Modulation of the tumour immune microenvironment by cancer-associated fibroblasts

Abstract

The breast tumour microenvironment (TME) consists of a variety of non-cancerous cell types that can promote or inhibit cancer progression. Cancer-associated fibroblasts (CAFs) represent a major component of the breast TME and are generally considered to have pro-tumourigenic activity through their ability to promote proliferation, invasion, and metastasis of cancer cells. Similarly, immune cells residing within the TME have profound effects upon cancer development, and an appreciation for their role has led to the development of immunotherapies that have revolutionised the treatment of certain cancer types through promotion of anti-tumour immune responses. However, breast cancers remain largely refractory to immunotherapy. One hypothesis for this insensitivity is that the TME protects cancer cells by adopting a highly immunosuppressive state. The overall aim of this PhD project was to better characterise the role of CAFs in modulating the immune microenvironment of breast cancer, with a focus on assessing whether CAFs contribute to immune checkpoint blockade insensitivity. Immune profiling of paired syngeneic mouse mammary carcinoma models, which differ in their CAF content, has revealed how an abundance of CAFs is associated with an immunologically 'cold' immune microenvironment.

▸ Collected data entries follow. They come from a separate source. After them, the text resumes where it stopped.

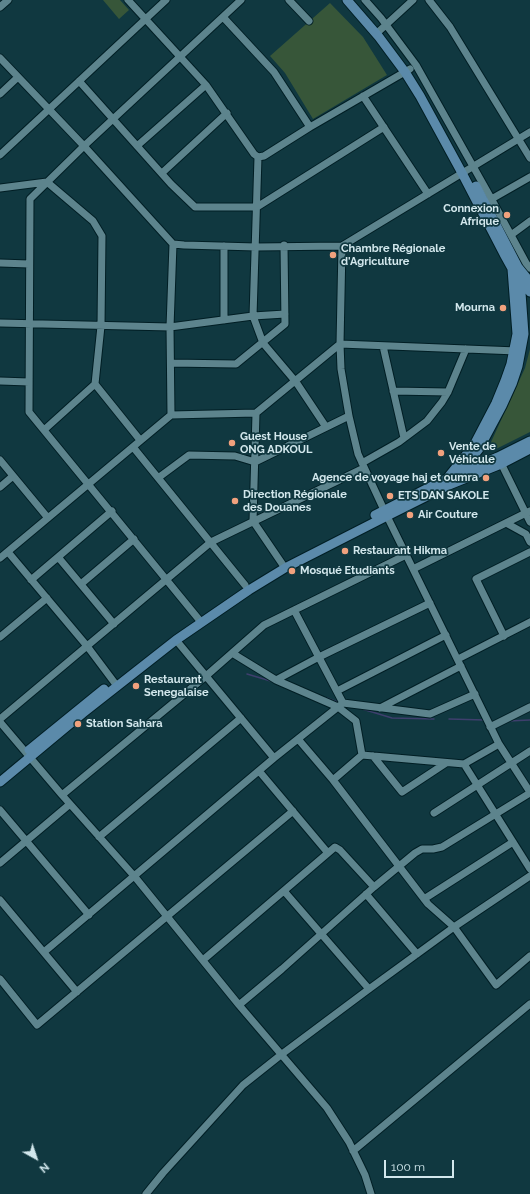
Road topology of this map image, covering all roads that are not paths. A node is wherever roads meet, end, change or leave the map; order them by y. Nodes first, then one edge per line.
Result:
1 (8, 0) edge
2 (128, 0) edge
3 (166, 0) edge
4 (241, 0) edge
5 (289, 0) edge
6 (413, 0) edge
7 (429, 0) edge
8 (355, 1) edge
9 (0, 7) edge
10 (223, 17) junction
11 (146, 19) junction
12 (308, 20) dead end
13 (381, 30) junction
14 (180, 56) junction
15 (0, 58) edge
16 (407, 70) junction
17 (18, 77) junction
18 (79, 81) junction
19 (206, 85) junction
20 (0, 94) edge
21 (363, 96) junction
22 (48, 110) junction
23 (227, 114) junction
24 (113, 119) junction
25 (310, 127) junction
26 (384, 127) junction
27 (530, 132) edge
28 (518, 140) junction
29 (84, 146) junction
30 (137, 146) junction
31 (0, 155) edge
32 (258, 157) junction
33 (530, 158) edge
34 (468, 170) junction
35 (162, 173) junction
36 (530, 176) edge
37 (47, 182) junction
38 (0, 188) edge
39 (428, 194) junction
40 (486, 203) junction
41 (257, 207) junction
42 (530, 221) edge
43 (511, 235) junction
44 (172, 244) junction
45 (224, 246) junction
46 (284, 246) junction
47 (342, 246) junction
48 (256, 247) junction
49 (0, 263) edge
50 (29, 264) junction
51 (523, 265) edge
52 (520, 279) junction
53 (530, 282) edge
54 (530, 292) edge
55 (285, 314) junction
56 (253, 316) junction
57 (224, 320) junction
58 (0, 323) edge
59 (29, 324) junction
60 (101, 326) junction
61 (170, 327) junction
62 (263, 343) junction
63 (340, 344) junction
64 (383, 346) junction
65 (466, 349) junction
66 (518, 351) junction
67 (170, 363) junction
68 (0, 381) edge
69 (29, 382) junction
70 (296, 382) junction
71 (95, 384) junction
72 (393, 391) junction
73 (448, 392) junction
74 (256, 413) junction
75 (171, 414) junction
76 (349, 416) junction
77 (326, 427) junction
78 (44, 430) junction
79 (404, 438) junction
80 (140, 440) junction
81 (530, 441) edge
82 (133, 447) junction
83 (530, 449) edge
84 (474, 451) junction
85 (0, 460) edge
86 (496, 461) junction
87 (255, 462) junction
88 (363, 466) junction
89 (458, 474) junction
90 (13, 476) junction
91 (158, 478) junction
92 (448, 482) junction
93 (89, 484) junction
94 (0, 487) edge
95 (112, 512) junction
96 (528, 512) edge
97 (385, 513) junction
98 (48, 518) junction
99 (253, 521) junction
100 (530, 522) edge
101 (506, 523) junction
102 (528, 532) edge
103 (134, 539) junction
104 (211, 542) junction
105 (530, 542) edge
106 (8, 552) junction
107 (530, 552) edge
108 (406, 555) junction
109 (58, 557) junction
110 (0, 558) edge
111 (283, 565) junction
112 (413, 569) junction
113 (32, 580) junction
114 (167, 580) junction
115 (81, 584) junction
116 (245, 585) junction
117 (47, 598) junction
118 (430, 603) junction
119 (294, 610) junction
120 (200, 620) junction
121 (530, 622) edge
122 (114, 624) junction
123 (446, 635) junction
124 (504, 636) junction
125 (0, 637) edge
126 (176, 640) junction
127 (87, 646) junction
128 (160, 650) junction
129 (232, 653) junction
130 (319, 657) junction
131 (460, 662) junction
132 (206, 676) junction
133 (276, 680) junction
134 (116, 684) junction
135 (337, 691) junction
136 (475, 694) junction
137 (341, 705) junction
138 (530, 707) edge
139 (380, 708) junction
140 (241, 718) junction
141 (0, 720) edge
142 (490, 727) junction
143 (298, 739) junction
144 (499, 744) junction
145 (530, 751) edge
146 (28, 754) junction
147 (362, 755) junction
148 (373, 756) junction
149 (274, 758) junction
150 (446, 763) junction
151 (511, 763) junction
152 (464, 764) junction
153 (259, 771) junction
154 (0, 774) edge
155 (333, 780) junction
156 (0, 782) edge
157 (477, 785) junction
158 (530, 792) edge
159 (62, 795) junction
160 (70, 804) junction
161 (0, 810) edge
162 (293, 811) junction
163 (434, 812) dead end
164 (496, 814) junction
165 (99, 837) junction
166 (26, 841) junction
167 (513, 842) junction
168 (328, 853) junction
169 (0, 863) edge
170 (398, 866) junction
171 (530, 869) edge
172 (530, 876) edge
173 (135, 877) junction
174 (374, 887) junction
175 (284, 891) junction
176 (366, 894) junction
177 (424, 898) junction
178 (1, 902) edge
179 (89, 915) junction
180 (167, 916) junction
181 (454, 927) junction
182 (321, 934) junction
183 (44, 952) junction
184 (417, 954) junction
185 (530, 956) edge
186 (203, 960) junction
187 (0, 979) edge
188 (369, 989) junction
189 (77, 992) junction
190 (530, 1004) edge
191 (240, 1005) junction
192 (282, 1054) junction
193 (353, 1151) junction
194 (146, 1194) edge
195 (371, 1194) edge

1 - 9 street
2 - 11 street
3 - 11 street
4 - 10 street
5 - 12 street
6 - 13 street
7 - 28 street
8 - 13 main road
10 - 14 street
10 - 25 street
11 - 14 street
11 - 18 street
13 - 16 main road
13 - 34 street
14 - 19 street
14 - 24 street
15 - 17 street
16 - 21 street
16 - 34 main road
17 - 20 street
17 - 22 street
18 - 22 street
18 - 24 street
19 - 23 street
19 - 30 street
21 - 25 street
21 - 26 street
22 - 29 street
22 - 31 street
23 - 32 street
23 - 35 street
24 - 29 street
24 - 30 street
25 - 32 street
26 - 39 street
26 - 41 street
27 - 28 street
28 - 33 street
28 - 34 street
29 - 37 street
29 - 44 street
30 - 35 street
32 - 41 street
34 - 39 street
34 - 40 main road
35 - 41 street
36 - 40 street
37 - 38 street
37 - 50 street
37 - 60 street
39 - 47 street
40 - 43 street
40 - 51 main road
41 - 48 street
42 - 43 street
43 - 51 street
44 - 45 street
44 - 61 street
45 - 48 street
45 - 57 street
46 - 47 street
46 - 48 street
46 - 55 street
47 - 63 street
48 - 56 street
49 - 50 street
50 - 59 street
51 - 52 main road
51 - 53 main road
51 - 66 main road
52 - 54 main road
52 - 66 main road
55 - 56 street
55 - 62 street
56 - 57 street
56 - 62 street
57 - 61 street
58 - 59 street
59 - 60 street
59 - 69 street
60 - 61 street
60 - 71 street
61 - 67 street
62 - 67 street
62 - 70 street
63 - 64 street
63 - 70 street
63 - 76 street
64 - 65 street
64 - 72 street
65 - 66 street
65 - 73 street
66 - 84 main road
67 - 75 street
68 - 69 street
69 - 78 street
70 - 74 street
70 - 77 street
71 - 78 street
71 - 80 street
72 - 73 street
72 - 79 street
73 - 79 street
74 - 75 street
74 - 87 street
75 - 80 street
76 - 77 street
76 - 88 street
77 - 87 street
78 - 93 street
79 - 88 street
80 - 82 street
81 - 86 main road
82 - 91 street
82 - 93 street
83 - 86 main road
84 - 86 main road
84 - 89 main road
84 - 92 main road
85 - 90 street
86 - 89 main road
86 - 92 main road
86 - 96 street
87 - 91 street
87 - 99 street
88 - 97 street
88 - 99 street
89 - 92 main road
90 - 94 street
90 - 98 street
91 - 104 street
92 - 97 main road
92 - 97 main road
93 - 95 street
93 - 98 street
95 - 103 street
95 - 109 street
96 - 100 street
96 - 101 street
97 - 108 street
97 - 111 main road
98 - 106 street
99 - 104 street
99 - 111 street
101 - 102 street
101 - 112 street
102 - 105 street
103 - 114 street
103 - 115 street
104 - 114 street
104 - 116 street
106 - 110 street
106 - 113 street
107 - 124 street
108 - 112 street
108 - 119 street
109 - 113 street
109 - 115 street
111 - 116 main road
111 - 120 main road
112 - 118 street
113 - 117 street
114 - 120 street
114 - 122 street
115 - 122 street
116 - 120 main road
117 - 125 street
117 - 127 street
118 - 123 street
118 - 130 street
119 - 129 street
119 - 130 street
120 - 126 main road
120 - 128 main road
121 - 124 street
122 - 127 street
123 - 131 street
123 - 135 street
124 - 131 street
126 - 128 main road
126 - 132 street
127 - 134 street
127 - 141 street
128 - 134 main road
129 - 132 street
129 - 133 street
130 - 133 street
130 - 135 street
131 - 136 street
131 - 139 street
132 - 140 street
132 - 159 street
133 - 137 street
134 - 146 main road
135 - 137 street
136 - 139 street
136 - 142 street
137 - 139 street
137 - 143 street
137 - 147 street
138 - 142 street
140 - 149 street
140 - 165 street
141 - 146 street
142 - 144 street
143 - 149 street
143 - 155 street
144 - 151 street
144 - 152 street
145 - 151 street
146 - 154 main road
146 - 156 main road
146 - 159 street
147 - 148 street
147 - 155 street
148 - 150 street
148 - 150 street
149 - 153 street
150 - 152 street
151 - 157 street
151 - 158 street
152 - 157 street
153 - 162 street
153 - 173 street
155 - 170 street
157 - 163 street
157 - 164 street
158 - 164 street
159 - 160 street
160 - 165 street
160 - 166 street
161 - 166 street
162 - 168 street
162 - 180 street
164 - 167 street
164 - 170 street
165 - 173 street
166 - 169 street
166 - 179 street
167 - 171 street
167 - 177 street
168 - 174 street
168 - 175 street
170 - 174 street
170 - 177 street
172 - 181 street
173 - 179 street
173 - 180 street
174 - 176 street
175 - 182 street
175 - 186 street
176 - 182 street
176 - 184 street
177 - 181 street
178 - 183 street
179 - 183 street
180 - 186 street
180 - 189 street
181 - 184 street
181 - 185 street
182 - 188 street
182 - 191 street
183 - 189 street
184 - 188 street
186 - 191 street
187 - 189 street
188 - 192 street
190 - 193 street
191 - 192 street
192 - 193 street
192 - 194 street
193 - 195 street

Characterisation of isolated CAF populations demonstrated an immunomodulatory role for CAFs both in vitro an in vivo. Furthermore, CAF-rich models are insensitive to immune checkpoint blocakde, and transcriptomic and histopathological analysis identified a link between stromal activation and an immune excluded tumour phenotype. Finally, alteration of CAFs, either through genetic deletion of CAF-restricted receptors, or epigenetic modulation, has provided new insights into CAF-induced immunosuppression and identified possible novel CAF-associated approaches to enhancing the sensitivity of breast cancer to immune checkpoint blockade.